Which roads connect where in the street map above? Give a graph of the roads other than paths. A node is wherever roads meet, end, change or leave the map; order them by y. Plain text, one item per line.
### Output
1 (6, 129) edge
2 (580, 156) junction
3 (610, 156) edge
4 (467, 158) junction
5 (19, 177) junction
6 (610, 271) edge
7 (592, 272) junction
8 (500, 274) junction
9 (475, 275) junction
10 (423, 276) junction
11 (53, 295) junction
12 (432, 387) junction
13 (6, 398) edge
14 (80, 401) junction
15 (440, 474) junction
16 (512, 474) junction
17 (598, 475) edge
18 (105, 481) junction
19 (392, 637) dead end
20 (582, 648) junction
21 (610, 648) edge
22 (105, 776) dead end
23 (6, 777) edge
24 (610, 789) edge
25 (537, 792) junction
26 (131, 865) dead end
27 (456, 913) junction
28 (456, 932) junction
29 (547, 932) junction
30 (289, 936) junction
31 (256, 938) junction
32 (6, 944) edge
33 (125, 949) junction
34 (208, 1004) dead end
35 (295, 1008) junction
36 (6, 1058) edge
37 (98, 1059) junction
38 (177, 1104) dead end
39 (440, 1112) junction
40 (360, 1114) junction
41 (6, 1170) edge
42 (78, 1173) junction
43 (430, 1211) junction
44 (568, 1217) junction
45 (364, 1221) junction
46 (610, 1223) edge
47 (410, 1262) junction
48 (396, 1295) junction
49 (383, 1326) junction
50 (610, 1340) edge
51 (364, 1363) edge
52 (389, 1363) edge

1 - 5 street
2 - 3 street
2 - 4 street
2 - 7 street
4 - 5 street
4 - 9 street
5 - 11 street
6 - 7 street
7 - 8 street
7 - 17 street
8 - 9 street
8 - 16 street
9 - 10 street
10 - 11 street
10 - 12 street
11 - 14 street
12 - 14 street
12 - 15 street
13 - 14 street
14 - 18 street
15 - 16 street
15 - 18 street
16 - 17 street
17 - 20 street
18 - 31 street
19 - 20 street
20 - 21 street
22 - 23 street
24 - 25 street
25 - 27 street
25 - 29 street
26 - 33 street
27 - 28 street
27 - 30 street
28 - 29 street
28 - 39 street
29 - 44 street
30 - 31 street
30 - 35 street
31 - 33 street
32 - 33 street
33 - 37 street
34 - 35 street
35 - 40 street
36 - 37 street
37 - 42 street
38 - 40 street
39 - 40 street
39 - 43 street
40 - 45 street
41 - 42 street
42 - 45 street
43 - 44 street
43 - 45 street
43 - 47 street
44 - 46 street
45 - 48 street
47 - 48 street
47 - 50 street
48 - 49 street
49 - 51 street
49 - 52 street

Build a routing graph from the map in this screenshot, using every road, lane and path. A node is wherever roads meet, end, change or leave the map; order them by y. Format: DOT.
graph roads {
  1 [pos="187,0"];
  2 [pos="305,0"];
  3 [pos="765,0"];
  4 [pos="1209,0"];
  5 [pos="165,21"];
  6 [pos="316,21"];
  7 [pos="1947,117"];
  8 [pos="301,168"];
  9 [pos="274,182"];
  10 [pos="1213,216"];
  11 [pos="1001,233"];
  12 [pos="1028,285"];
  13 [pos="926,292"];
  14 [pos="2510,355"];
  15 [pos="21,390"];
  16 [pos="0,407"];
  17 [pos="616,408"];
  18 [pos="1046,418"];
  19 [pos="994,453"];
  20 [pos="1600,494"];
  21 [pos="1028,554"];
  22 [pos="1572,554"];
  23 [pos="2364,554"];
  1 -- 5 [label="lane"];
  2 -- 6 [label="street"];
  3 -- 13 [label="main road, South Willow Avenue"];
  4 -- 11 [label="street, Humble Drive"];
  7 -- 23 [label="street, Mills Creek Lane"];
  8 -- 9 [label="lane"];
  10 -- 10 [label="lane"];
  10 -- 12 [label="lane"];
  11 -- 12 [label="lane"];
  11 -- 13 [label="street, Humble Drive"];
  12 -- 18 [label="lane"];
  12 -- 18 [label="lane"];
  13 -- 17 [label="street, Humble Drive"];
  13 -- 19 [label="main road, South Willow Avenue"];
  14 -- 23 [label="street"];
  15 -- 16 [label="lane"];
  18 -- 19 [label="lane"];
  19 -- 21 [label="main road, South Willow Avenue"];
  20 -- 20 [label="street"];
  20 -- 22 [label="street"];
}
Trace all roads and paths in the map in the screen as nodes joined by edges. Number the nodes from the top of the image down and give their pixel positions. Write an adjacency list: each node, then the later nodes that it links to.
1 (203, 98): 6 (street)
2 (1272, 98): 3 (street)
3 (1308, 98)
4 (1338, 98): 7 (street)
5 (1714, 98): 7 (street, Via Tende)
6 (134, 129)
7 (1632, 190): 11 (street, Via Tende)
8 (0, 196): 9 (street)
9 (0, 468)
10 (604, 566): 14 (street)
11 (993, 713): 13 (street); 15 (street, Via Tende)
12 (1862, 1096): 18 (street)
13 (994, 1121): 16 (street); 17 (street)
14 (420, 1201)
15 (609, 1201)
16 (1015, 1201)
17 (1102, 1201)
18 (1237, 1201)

★ ★ ★ ★ ★ ★ ★

_THE PROBLEM:_
From the data above, give every line again exactly as it appears.

_TASK SOLUTION:_
Which roads connect where in the street map above? Give a graph of the roads other than paths. A node is wherever roads meet, end, change or leave the map; order them by y. Plain text, one item per line.
### Output
1 (6, 129) edge
2 (580, 156) junction
3 (610, 156) edge
4 (467, 158) junction
5 (19, 177) junction
6 (610, 271) edge
7 (592, 272) junction
8 (500, 274) junction
9 (475, 275) junction
10 (423, 276) junction
11 (53, 295) junction
12 (432, 387) junction
13 (6, 398) edge
14 (80, 401) junction
15 (440, 474) junction
16 (512, 474) junction
17 (598, 475) edge
18 (105, 481) junction
19 (392, 637) dead end
20 (582, 648) junction
21 (610, 648) edge
22 (105, 776) dead end
23 (6, 777) edge
24 (610, 789) edge
25 (537, 792) junction
26 (131, 865) dead end
27 (456, 913) junction
28 (456, 932) junction
29 (547, 932) junction
30 (289, 936) junction
31 (256, 938) junction
32 (6, 944) edge
33 (125, 949) junction
34 (208, 1004) dead end
35 (295, 1008) junction
36 (6, 1058) edge
37 (98, 1059) junction
38 (177, 1104) dead end
39 (440, 1112) junction
40 (360, 1114) junction
41 (6, 1170) edge
42 (78, 1173) junction
43 (430, 1211) junction
44 (568, 1217) junction
45 (364, 1221) junction
46 (610, 1223) edge
47 (410, 1262) junction
48 (396, 1295) junction
49 (383, 1326) junction
50 (610, 1340) edge
51 (364, 1363) edge
52 (389, 1363) edge

1 - 5 street
2 - 3 street
2 - 4 street
2 - 7 street
4 - 5 street
4 - 9 street
5 - 11 street
6 - 7 street
7 - 8 street
7 - 17 street
8 - 9 street
8 - 16 street
9 - 10 street
10 - 11 street
10 - 12 street
11 - 14 street
12 - 14 street
12 - 15 street
13 - 14 street
14 - 18 street
15 - 16 street
15 - 18 street
16 - 17 street
17 - 20 street
18 - 31 street
19 - 20 street
20 - 21 street
22 - 23 street
24 - 25 street
25 - 27 street
25 - 29 street
26 - 33 street
27 - 28 street
27 - 30 street
28 - 29 street
28 - 39 street
29 - 44 street
30 - 31 street
30 - 35 street
31 - 33 street
32 - 33 street
33 - 37 street
34 - 35 street
35 - 40 street
36 - 37 street
37 - 42 street
38 - 40 street
39 - 40 street
39 - 43 street
40 - 45 street
41 - 42 street
42 - 45 street
43 - 44 street
43 - 45 street
43 - 47 street
44 - 46 street
45 - 48 street
47 - 48 street
47 - 50 street
48 - 49 street
49 - 51 street
49 - 52 street

Build a routing graph from the map in this screenshot, using every road, lane and path. A node is wherever roads meet, end, change or leave the map; order them by y. Format: DOT.
graph roads {
  1 [pos="187,0"];
  2 [pos="305,0"];
  3 [pos="765,0"];
  4 [pos="1209,0"];
  5 [pos="165,21"];
  6 [pos="316,21"];
  7 [pos="1947,117"];
  8 [pos="301,168"];
  9 [pos="274,182"];
  10 [pos="1213,216"];
  11 [pos="1001,233"];
  12 [pos="1028,285"];
  13 [pos="926,292"];
  14 [pos="2510,355"];
  15 [pos="21,390"];
  16 [pos="0,407"];
  17 [pos="616,408"];
  18 [pos="1046,418"];
  19 [pos="994,453"];
  20 [pos="1600,494"];
  21 [pos="1028,554"];
  22 [pos="1572,554"];
  23 [pos="2364,554"];
  1 -- 5 [label="lane"];
  2 -- 6 [label="street"];
  3 -- 13 [label="main road, South Willow Avenue"];
  4 -- 11 [label="street, Humble Drive"];
  7 -- 23 [label="street, Mills Creek Lane"];
  8 -- 9 [label="lane"];
  10 -- 10 [label="lane"];
  10 -- 12 [label="lane"];
  11 -- 12 [label="lane"];
  11 -- 13 [label="street, Humble Drive"];
  12 -- 18 [label="lane"];
  12 -- 18 [label="lane"];
  13 -- 17 [label="street, Humble Drive"];
  13 -- 19 [label="main road, South Willow Avenue"];
  14 -- 23 [label="street"];
  15 -- 16 [label="lane"];
  18 -- 19 [label="lane"];
  19 -- 21 [label="main road, South Willow Avenue"];
  20 -- 20 [label="street"];
  20 -- 22 [label="street"];
}
Trace all roads and paths in the map in the screen as nodes joined by edges. Number the nodes from the top of the image down and give their pixel positions. Write an adjacency list: each node, then the later nodes that it links to.
1 (203, 98): 6 (street)
2 (1272, 98): 3 (street)
3 (1308, 98)
4 (1338, 98): 7 (street)
5 (1714, 98): 7 (street, Via Tende)
6 (134, 129)
7 (1632, 190): 11 (street, Via Tende)
8 (0, 196): 9 (street)
9 (0, 468)
10 (604, 566): 14 (street)
11 (993, 713): 13 (street); 15 (street, Via Tende)
12 (1862, 1096): 18 (street)
13 (994, 1121): 16 (street); 17 (street)
14 (420, 1201)
15 (609, 1201)
16 (1015, 1201)
17 (1102, 1201)
18 (1237, 1201)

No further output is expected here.